Load audio data

Audio data is loaded with the load() function which can read from audio files, the microphone or use raw audio data.

From a file

If the first argument of load() is a string, it should be a path to an audio file.

import auditok
region = auditok.load("audio.ogg")

If input file contains raw (headerless) audio data, passing audio_format=”raw” and other audio parameters (sampling_rate, sample_width and channels) is mandatory. In the following example we pass audio parameters with their short names:

region = auditok.load("audio.dat",
                      audio_format="raw",
                      sr=44100, # alias for `sampling_rate`
                      sw=2      # alias for `sample_width`
                      ch=1      # alias for `channels`
                      )

From a bytes object

If the type of the first argument bytes, it’s interpreted as raw audio data:

sr = 16000
sw = 2
ch = 1
data = b"\0" * sr * sw * ch
region = auditok.load(data, sr=sr, sw=sw, ch=ch)
print(region)
# alternatively you can use
#region = auditok.AudioRegion(data, sr, sw, ch)

output:

AudioRegion(duration=1.000, sampling_rate=16000, sample_width=2, channels=1)

From the microphone

If the first argument is None, load() will try to read data from the microphone. Audio parameters, as well as the max_read parameter are mandatory:

sr = 16000
sw = 2
ch = 1
five_sec_audio = load(None, sr=sr, sw=sw, ch=ch, max_read=5)
print(five_sec_audio)

output:

AudioRegion(duration=5.000, sampling_rate=16000, sample_width=2, channels=1)

Skip part of audio data

If the skip parameter is > 0, load() will skip that amount in seconds of leading audio data:

import auditok
region = auditok.load("audio.ogg", skip=2) # skip the first 2 seconds

This argument must be 0 when reading data from the microphone.

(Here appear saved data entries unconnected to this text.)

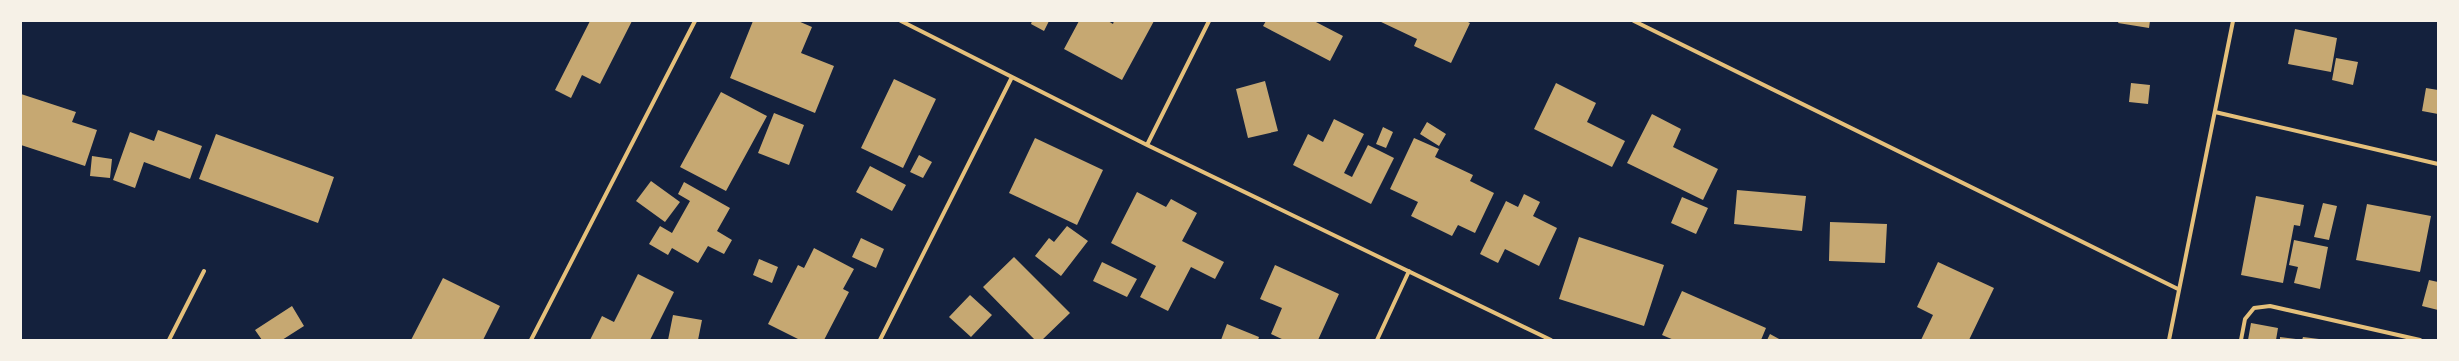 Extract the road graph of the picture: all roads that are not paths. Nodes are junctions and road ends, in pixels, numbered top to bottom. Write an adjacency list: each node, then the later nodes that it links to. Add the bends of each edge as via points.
1 (695, 21): 14 (street)
2 (901, 21): 6 (street)
3 (1209, 21): 8 (street)
4 (1634, 21): 12 (street)
5 (2233, 21): 7 (street)
6 (1012, 77): 8 (street); 15 (street)
7 (2215, 112): 9 (street); 12 (street)
8 (1147, 145): 11 (street)
9 (2438, 164)
10 (204, 270): 13 (street)
11 (1409, 271): 16 (street); 17 (street)
12 (2178, 289): 18 (street)
13 (169, 340)
14 (531, 340)
15 (880, 340)
16 (1377, 340)
17 (1551, 340)
18 (2169, 340)
19 (2241, 340): 20 (street, via 2245,320 2254,308 2270,306)
20 (2420, 340) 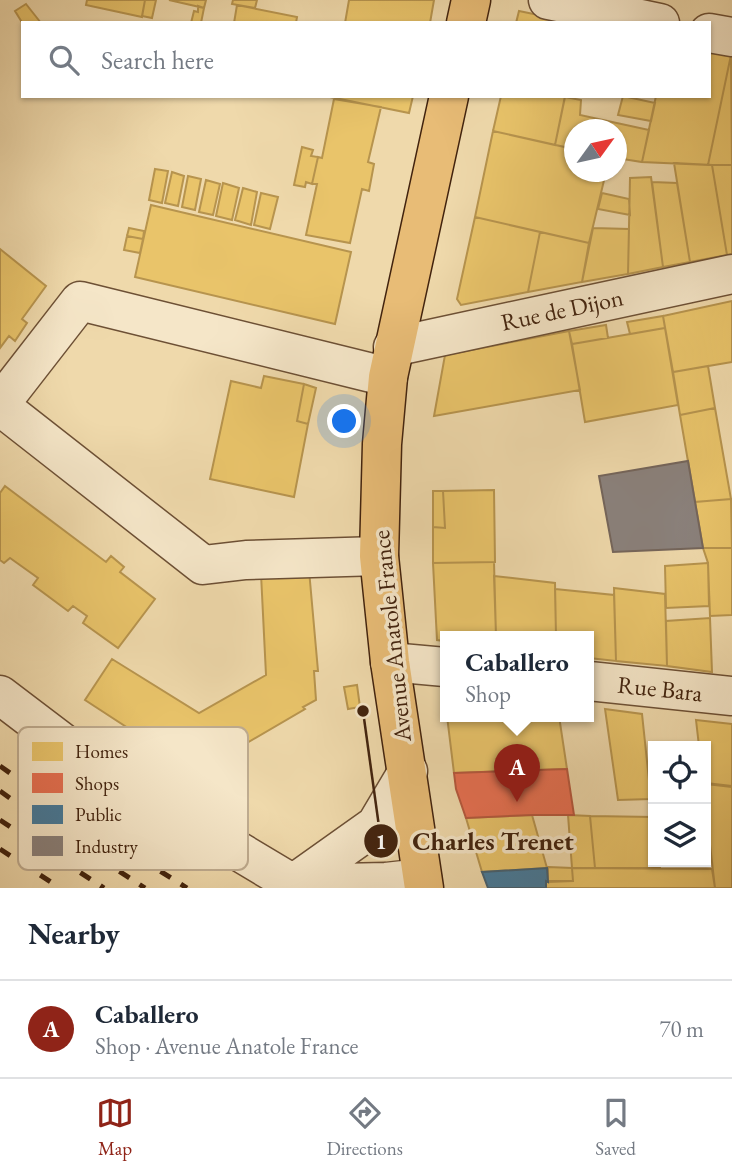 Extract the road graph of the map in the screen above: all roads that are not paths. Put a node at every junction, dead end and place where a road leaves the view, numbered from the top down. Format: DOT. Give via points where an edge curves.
graph roads {
  1 [pos="471,0"];
  2 [pos="548,0"];
  3 [pos="466,21"];
  4 [pos="650,21"];
  5 [pos="711,33"];
  6 [pos="732,37"];
  7 [pos="449,98"];
  8 [pos="732,274"];
  9 [pos="390,362"];
  10 [pos="0,405"];
  11 [pos="379,556"];
  12 [pos="390,662"];
  13 [pos="440,667"];
  14 [pos="594,682"];
  15 [pos="0,695"];
  16 [pos="732,696"];
  17 [pos="42,727"];
  18 [pos="408,771"];
  19 [pos="248,857"];
  20 [pos="423,883"];
  21 [pos="297,886"];
  1 -- 3 [label="main road"];
  2 -- 4 [label="street"];
  5 -- 6 [label="street"];
  7 -- 9 [label="main road, Avenue Anatole France"];
  8 -- 9 [label="street, Rue de Dijon"];
  9 -- 10 [label="street" via="80,301"];
  9 -- 11 [label="main road, Avenue Anatole France"];
  10 -- 11 [label="street" via="203,565"];
  11 -- 12 [label="main road, Avenue Anatole France"];
  12 -- 13 [label="street"];
  12 -- 18 [label="main road, Avenue Anatole France"];
  14 -- 16 [label="street, Rue Bara"];
  15 -- 17 [label="street"];
  18 -- 20 [label="main road, Avenue Anatole France"];
  18 -- 21 [label="street" via="376,825"];
  19 -- 21 [label="street"];
  20 -- 21 [label="street"];
} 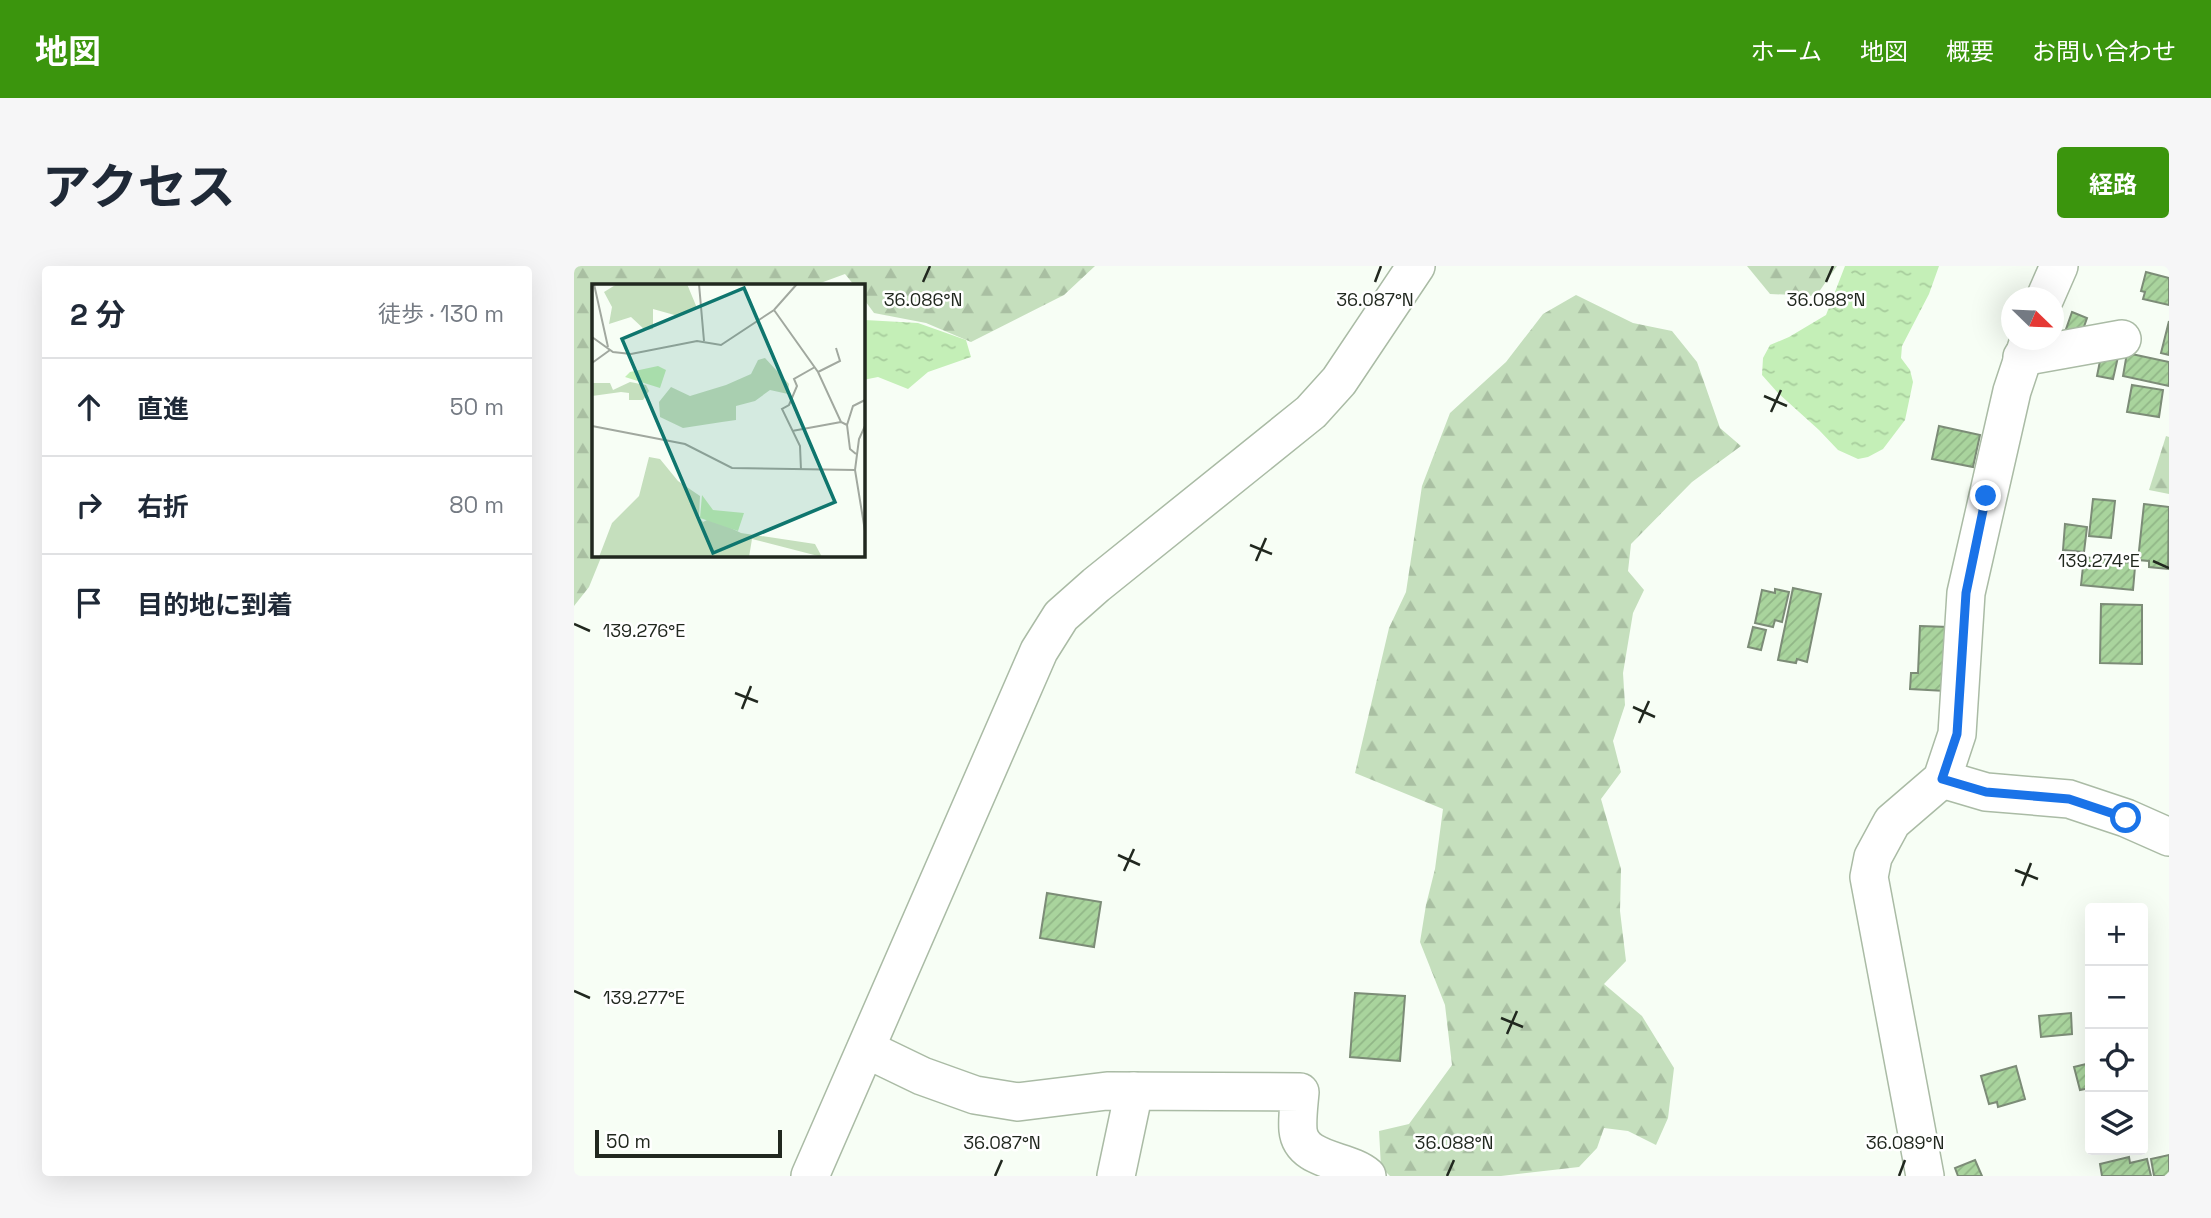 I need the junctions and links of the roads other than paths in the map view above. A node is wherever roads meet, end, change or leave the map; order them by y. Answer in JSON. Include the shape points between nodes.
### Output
{"nodes":[{"id":1,"x":1416,"y":266,"type":"edge"},
{"id":2,"x":2059,"y":266,"type":"edge"},
{"id":3,"x":2050,"y":287,"type":"edge"},
{"id":4,"x":2122,"y":339,"type":"dead end"},
{"id":5,"x":2064,"y":344,"type":"edge"},
{"id":6,"x":2024,"y":350,"type":"edge"},
{"id":7,"x":1942,"y":779,"type":"junction"},
{"id":8,"x":2169,"y":837,"type":"edge"},
{"id":9,"x":866,"y":1049,"type":"junction"},
{"id":10,"x":1135,"y":1091,"type":"junction"},
{"id":11,"x":810,"y":1176,"type":"edge"},
{"id":12,"x":1116,"y":1176,"type":"edge"},
{"id":13,"x":1367,"y":1176,"type":"edge"},
{"id":14,"x":1925,"y":1176,"type":"edge"}],
"edges":[{"from":1,"to":9,"type":"street","via":[[1339,381],[1311,412],[1061,616],[1039,651]]},
{"from":2,"to":3,"type":"street"},
{"from":4,"to":5,"type":"street"},
{"from":6,"to":7,"type":"street","via":[[1966,593],[1957,734]]},
{"from":7,"to":8,"type":"street","via":[[1986,792],[2069,799]]},
{"from":7,"to":14,"type":"street","via":[[1892,822],[1873,856],[1869,877]]},
{"from":9,"to":10,"type":"street","via":[[975,1095],[1018,1102]]},
{"from":9,"to":11,"type":"street"},
{"from":10,"to":12,"type":"street"},
{"from":10,"to":13,"type":"street","via":[[1300,1092],[1298,1132],[1304,1146]]}]}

Limit the amount of read audio

If the max_read parameter is > 0, load() will read at most that amount in seconds of audio data:

import auditok
region = auditok.load("audio.ogg", max_read=5)
assert region.duration <= 5

This argument is mandatory when reading data from the microphone.

Basic split example

In the following we’ll use the split() function to tokenize an audio file, requiring that valid audio events be at least 0.2 second long, at most 4 seconds long and contain a maximum of 0.3 second of continuous silence. Limiting the size of detected events to 4 seconds means that an event of, say, 9.5 seconds will be returned as two 4-second events plus a third 1.5-second event. Moreover, a valid event might contain many silences as far as none of them exceeds 0.3 second.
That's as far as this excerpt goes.